A variety of non-psychological datasets are analyzed to demonstrate broad applications of the *Conjugate Partitioned Recursion* (CPR) algorithm. A method for performing a sensitivity analysis is demonstrated. A weakness in the algorithm is identified in cases of large-scale stationary distributions, and two modifications to the standard procedure are proposed to circumvent that weakness: The 'dicing' operation (whose function is strictly exploratory) and the 'forward-retrospective' algorithm, which makes assessments sequentially rather than recursively. Finally, the mathematical basis for the conjugate priors invoked in the main article and the formulas for empirical Bayes 'rule-of-thumb' priors are provided.

### Supplemental: British Coal-Mining Disaster Analysis

British coal-mining disasters between 1851 and 1962, represented as days between disasters, which are approximately exponentially distributed (left) and number of disasters per year, which are approximately Poisson distributed (right). In both cases, the CPR algorithm, using the appropriate rule-of-thumb empirical prior, finds a single change-point. Each plot shows its distribution’s probability function as a color map, based on the posterior parameter estimates.

### Supplemental: Well-Log Data

Nuclear-magnetic response of rock strata in an oil well bore-hole, reported by Ó Ruanaidh & Fitzgerald (1996). Points correspond to individual observations. The red line indicates the estimated mean (with one standard deviation shown in light red) within segments identified by the CPR algorithm.

### Supplemental: US Treasury Bill Data

Nominal rates on three-month U.S. Treasury bills, calculated monthly from June 1947 to February 2013. (Top) Nominal rates, with red lines displaying the model inferred by a linear regression change-point analysis. (Bottom) First differences of nominal rates (*x*_{i} − *x*_{i−1}), with the means (red) and one standard deviation (light red) from a Gaussian change-point analysis.

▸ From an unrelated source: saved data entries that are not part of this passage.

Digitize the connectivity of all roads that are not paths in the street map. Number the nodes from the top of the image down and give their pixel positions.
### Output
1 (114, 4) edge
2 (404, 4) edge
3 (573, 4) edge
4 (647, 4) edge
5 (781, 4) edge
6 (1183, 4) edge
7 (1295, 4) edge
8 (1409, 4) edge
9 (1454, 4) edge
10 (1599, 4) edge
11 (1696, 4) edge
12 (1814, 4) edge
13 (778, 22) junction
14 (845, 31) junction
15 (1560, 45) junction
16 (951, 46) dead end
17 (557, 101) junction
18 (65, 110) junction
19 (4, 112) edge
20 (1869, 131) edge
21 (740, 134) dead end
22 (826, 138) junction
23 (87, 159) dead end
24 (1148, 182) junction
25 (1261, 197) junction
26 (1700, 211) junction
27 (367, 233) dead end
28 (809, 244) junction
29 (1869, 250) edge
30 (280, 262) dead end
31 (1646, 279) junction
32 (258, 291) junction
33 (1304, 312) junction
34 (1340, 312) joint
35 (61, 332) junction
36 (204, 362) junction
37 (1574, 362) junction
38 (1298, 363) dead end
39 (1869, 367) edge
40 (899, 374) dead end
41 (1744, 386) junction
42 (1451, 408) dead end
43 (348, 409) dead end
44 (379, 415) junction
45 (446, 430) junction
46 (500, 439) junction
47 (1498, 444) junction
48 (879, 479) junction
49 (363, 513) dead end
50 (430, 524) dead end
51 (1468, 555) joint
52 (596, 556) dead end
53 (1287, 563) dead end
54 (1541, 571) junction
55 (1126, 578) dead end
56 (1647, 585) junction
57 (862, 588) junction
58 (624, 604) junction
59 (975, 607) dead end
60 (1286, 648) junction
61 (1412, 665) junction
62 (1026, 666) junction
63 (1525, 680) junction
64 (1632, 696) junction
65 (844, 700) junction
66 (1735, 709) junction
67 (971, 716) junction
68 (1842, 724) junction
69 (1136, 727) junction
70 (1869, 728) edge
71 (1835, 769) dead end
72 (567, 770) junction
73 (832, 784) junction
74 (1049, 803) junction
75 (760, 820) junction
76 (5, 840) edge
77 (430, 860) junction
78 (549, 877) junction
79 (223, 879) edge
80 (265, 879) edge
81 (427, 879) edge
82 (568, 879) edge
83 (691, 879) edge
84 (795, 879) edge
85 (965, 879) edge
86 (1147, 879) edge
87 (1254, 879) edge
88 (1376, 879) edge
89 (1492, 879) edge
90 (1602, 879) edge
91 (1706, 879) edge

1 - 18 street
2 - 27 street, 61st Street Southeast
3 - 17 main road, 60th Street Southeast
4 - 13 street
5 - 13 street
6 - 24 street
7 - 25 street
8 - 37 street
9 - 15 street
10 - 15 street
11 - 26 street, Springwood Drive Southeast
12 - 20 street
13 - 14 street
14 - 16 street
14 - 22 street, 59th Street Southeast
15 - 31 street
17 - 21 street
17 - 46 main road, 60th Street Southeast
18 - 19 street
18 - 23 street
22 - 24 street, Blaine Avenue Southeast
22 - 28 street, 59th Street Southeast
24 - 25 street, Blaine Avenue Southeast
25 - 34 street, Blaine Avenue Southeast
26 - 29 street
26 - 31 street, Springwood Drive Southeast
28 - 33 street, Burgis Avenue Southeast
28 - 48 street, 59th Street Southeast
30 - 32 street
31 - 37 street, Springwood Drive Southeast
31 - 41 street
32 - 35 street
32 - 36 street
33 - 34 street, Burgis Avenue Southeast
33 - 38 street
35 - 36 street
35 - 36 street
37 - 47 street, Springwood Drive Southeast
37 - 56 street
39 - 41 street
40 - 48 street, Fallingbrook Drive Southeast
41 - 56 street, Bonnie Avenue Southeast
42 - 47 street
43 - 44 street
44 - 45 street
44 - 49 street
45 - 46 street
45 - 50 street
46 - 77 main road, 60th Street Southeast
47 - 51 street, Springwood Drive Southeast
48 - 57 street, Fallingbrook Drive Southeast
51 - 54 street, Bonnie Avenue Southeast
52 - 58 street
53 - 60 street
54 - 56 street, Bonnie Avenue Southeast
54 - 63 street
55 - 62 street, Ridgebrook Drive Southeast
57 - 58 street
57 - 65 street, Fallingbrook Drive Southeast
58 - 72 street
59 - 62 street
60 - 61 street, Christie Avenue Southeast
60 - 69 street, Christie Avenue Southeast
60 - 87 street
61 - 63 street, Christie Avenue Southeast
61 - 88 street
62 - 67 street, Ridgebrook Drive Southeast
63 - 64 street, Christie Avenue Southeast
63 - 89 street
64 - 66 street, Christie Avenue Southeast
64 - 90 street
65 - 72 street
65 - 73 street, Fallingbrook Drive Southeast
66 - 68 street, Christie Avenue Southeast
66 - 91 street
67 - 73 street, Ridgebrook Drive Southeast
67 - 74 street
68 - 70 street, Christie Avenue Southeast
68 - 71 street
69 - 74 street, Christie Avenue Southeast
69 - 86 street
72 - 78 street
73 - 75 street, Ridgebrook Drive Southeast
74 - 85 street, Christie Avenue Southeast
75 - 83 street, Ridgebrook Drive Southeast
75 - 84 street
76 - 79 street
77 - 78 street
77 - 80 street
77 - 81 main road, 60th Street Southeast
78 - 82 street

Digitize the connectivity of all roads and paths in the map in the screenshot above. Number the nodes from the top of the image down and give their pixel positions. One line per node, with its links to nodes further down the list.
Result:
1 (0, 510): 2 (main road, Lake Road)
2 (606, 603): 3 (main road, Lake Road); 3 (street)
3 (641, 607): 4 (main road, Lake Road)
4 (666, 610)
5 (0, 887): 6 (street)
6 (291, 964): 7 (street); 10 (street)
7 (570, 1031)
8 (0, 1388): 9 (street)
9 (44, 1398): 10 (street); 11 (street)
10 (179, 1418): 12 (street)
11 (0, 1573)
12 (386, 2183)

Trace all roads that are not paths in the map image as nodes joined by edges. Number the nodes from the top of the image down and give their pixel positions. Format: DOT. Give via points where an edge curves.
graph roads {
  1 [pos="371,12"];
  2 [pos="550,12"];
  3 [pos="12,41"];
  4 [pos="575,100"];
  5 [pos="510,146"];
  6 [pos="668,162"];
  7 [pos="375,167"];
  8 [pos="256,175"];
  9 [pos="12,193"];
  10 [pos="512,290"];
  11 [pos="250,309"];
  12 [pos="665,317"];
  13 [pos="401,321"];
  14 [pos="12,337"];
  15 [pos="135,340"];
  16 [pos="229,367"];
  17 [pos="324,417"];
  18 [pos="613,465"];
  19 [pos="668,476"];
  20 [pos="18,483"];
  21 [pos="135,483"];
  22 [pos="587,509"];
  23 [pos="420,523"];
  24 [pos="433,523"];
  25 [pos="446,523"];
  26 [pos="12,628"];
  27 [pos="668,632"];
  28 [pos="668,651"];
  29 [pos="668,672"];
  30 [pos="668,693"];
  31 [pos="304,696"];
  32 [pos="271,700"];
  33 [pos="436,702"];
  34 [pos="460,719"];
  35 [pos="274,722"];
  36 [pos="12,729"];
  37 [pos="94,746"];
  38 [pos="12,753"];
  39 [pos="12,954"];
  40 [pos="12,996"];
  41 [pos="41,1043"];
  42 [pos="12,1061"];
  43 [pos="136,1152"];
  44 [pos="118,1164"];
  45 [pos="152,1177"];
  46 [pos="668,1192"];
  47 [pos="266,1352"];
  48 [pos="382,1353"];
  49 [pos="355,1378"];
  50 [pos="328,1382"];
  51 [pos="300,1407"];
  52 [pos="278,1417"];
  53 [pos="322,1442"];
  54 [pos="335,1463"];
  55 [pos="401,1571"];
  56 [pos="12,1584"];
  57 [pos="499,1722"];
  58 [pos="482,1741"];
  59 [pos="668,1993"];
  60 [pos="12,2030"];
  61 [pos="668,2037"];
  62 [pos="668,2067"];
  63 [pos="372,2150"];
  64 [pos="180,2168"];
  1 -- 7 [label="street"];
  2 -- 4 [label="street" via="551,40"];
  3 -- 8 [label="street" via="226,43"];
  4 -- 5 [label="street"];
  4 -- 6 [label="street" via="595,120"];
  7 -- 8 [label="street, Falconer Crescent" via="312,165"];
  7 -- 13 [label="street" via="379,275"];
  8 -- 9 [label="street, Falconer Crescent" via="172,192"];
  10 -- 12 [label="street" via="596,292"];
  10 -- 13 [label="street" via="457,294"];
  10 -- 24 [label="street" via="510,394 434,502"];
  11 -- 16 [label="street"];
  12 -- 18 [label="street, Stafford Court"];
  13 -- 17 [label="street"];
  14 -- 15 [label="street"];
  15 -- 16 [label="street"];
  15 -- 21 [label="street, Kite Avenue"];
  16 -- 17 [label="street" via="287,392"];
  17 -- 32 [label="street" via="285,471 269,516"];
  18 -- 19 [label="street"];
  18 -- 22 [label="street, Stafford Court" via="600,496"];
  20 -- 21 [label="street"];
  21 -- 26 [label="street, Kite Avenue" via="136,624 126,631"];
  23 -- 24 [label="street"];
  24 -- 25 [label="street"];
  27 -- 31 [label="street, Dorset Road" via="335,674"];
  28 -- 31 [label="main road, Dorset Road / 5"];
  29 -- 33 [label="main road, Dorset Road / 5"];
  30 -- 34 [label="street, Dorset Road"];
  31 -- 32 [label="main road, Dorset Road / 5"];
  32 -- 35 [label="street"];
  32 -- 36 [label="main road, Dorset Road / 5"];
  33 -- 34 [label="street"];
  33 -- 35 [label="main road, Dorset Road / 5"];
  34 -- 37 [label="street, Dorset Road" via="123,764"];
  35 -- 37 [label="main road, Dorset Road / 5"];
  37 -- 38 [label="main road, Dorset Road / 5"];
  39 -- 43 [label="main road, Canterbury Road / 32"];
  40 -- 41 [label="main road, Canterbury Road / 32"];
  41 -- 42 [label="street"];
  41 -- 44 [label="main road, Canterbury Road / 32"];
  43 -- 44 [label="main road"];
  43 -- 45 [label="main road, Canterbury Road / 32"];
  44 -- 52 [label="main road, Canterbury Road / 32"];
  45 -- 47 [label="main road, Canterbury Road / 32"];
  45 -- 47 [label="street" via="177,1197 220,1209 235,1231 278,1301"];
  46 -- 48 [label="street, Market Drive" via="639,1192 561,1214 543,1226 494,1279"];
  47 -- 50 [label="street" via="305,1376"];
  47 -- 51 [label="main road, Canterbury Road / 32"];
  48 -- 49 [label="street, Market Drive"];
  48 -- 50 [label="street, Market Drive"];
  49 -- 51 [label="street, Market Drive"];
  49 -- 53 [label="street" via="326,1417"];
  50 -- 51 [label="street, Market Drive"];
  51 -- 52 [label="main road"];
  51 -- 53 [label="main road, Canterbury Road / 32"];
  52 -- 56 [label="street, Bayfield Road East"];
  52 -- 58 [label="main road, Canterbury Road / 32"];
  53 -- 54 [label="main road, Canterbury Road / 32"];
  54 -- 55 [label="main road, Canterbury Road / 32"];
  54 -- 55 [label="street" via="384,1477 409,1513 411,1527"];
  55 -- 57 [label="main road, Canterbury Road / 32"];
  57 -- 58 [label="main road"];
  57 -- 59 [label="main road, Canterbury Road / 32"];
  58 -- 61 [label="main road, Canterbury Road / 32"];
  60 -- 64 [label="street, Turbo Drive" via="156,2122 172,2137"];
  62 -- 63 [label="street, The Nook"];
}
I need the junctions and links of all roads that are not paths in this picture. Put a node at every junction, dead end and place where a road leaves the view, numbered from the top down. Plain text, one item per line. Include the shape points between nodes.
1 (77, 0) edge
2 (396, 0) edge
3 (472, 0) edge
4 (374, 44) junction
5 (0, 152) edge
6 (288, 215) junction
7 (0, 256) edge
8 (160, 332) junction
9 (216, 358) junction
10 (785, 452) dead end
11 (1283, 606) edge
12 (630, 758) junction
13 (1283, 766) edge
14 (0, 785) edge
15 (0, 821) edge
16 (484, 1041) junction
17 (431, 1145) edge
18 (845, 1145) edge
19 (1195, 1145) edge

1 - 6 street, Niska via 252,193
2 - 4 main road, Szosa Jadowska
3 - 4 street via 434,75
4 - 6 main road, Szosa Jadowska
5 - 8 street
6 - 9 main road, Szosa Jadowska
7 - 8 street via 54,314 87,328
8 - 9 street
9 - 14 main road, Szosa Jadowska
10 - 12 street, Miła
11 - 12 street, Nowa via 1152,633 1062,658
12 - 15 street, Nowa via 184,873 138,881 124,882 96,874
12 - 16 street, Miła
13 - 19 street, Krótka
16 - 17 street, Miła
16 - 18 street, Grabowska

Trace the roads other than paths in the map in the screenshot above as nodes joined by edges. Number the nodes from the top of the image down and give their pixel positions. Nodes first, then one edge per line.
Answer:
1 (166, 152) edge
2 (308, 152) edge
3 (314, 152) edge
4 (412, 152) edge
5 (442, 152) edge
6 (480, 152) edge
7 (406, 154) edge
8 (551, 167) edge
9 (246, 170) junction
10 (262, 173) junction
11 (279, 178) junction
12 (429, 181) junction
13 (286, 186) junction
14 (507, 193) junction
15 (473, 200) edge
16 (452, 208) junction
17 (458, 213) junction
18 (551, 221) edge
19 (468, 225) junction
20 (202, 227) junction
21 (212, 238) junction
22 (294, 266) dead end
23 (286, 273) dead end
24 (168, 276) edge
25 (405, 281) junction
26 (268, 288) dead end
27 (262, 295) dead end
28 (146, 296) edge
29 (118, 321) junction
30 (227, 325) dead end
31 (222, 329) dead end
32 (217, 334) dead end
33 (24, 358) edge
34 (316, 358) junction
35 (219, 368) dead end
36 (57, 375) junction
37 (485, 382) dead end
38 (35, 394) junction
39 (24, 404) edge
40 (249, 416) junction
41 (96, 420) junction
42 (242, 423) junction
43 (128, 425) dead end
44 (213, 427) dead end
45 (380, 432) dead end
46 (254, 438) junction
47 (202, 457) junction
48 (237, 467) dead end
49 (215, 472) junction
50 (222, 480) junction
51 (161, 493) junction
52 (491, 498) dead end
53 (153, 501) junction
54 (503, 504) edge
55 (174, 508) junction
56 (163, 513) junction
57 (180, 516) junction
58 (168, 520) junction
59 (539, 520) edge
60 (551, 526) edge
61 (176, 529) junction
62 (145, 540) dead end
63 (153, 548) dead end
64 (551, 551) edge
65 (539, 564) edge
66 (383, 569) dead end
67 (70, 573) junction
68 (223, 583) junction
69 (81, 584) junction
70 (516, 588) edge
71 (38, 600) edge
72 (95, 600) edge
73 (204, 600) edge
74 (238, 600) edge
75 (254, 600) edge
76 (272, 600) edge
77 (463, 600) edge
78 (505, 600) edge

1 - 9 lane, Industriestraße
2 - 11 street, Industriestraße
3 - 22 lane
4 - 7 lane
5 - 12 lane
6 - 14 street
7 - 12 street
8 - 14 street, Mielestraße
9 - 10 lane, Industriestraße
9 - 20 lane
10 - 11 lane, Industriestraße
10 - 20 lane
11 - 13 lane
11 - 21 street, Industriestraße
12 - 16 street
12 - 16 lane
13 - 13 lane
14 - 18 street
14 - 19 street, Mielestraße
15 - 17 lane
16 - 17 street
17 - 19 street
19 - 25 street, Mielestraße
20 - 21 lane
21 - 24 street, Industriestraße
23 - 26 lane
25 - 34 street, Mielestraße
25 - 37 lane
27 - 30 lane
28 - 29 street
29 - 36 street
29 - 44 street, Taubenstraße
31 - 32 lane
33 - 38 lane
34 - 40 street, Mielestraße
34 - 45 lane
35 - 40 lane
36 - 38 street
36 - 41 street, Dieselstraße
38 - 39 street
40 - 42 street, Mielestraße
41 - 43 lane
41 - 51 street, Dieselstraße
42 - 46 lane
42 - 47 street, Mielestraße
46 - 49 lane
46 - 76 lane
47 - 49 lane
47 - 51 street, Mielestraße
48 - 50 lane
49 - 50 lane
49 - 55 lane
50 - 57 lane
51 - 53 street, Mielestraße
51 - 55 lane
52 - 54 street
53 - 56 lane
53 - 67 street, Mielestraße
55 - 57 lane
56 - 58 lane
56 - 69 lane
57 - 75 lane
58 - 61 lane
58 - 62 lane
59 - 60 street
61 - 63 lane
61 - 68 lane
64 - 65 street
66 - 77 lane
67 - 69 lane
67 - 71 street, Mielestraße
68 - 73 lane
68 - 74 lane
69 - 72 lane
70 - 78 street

### Supplemental: Sensitivity Analysis with Respect to *τ*

Sensitivity analysis performed on two datasets from the main body text and three from the supplement. The decision criterion *τ *was varied between 1 and 100, and the SBIC was calculated for each resulting model, using Equation 3. Relative SBIC among the models is plotted in red (with the best model set at zero), and the number of data segments is plotted in blue.

### Supplemental: Simulated Data Showcasing A Failure Condition For The CPR Algorithm

Simulated data generated using a chaotic distribution of Gaussian parameters derived from Equation S4. (Left) The full dataset *D*, consisting of 5050 simulated observations that were generated in blocks of 50. The default CPR algorithm will not identify most of these change-points. (Right) A subset of *D*, with the true change-points denoted by dashed gray lines. The CPR algorithm will reliably identify these change-points if it is run only on this subset, despite failing to detect them when run on the complete dataset.

### Supplemental: Simulation Data Analyzed Using the 'Dicing' Operation and the Forward-Retrospective Strategy

Change-points identified in simulated data using the alternative strategies laid out for dealing with stationary data. (Top) Trials for which change- points were identified, as a function of the number of subdivisions examined by the dicing operation. (Center) A histogram of how often, across 30 values for the dicing parameter, a precise change-point was identified. (Bottom) Trials for which change-points were identified using the forward-retrospective algorithm.

### Matlab Implementation of the CPR Algorithm

Feature-rich Matlab function implementing the CPR algorithm for the ten conjugate priors described in the Supplement. The forward-retrospective variant described in the Supplement is implemented as a second function.

### Matlab Data and Instructional Vignettes

All data presented in the manuscript and supplement are included in Matlab format, as well as basic code for performing the analyses using the provided Matlab functions.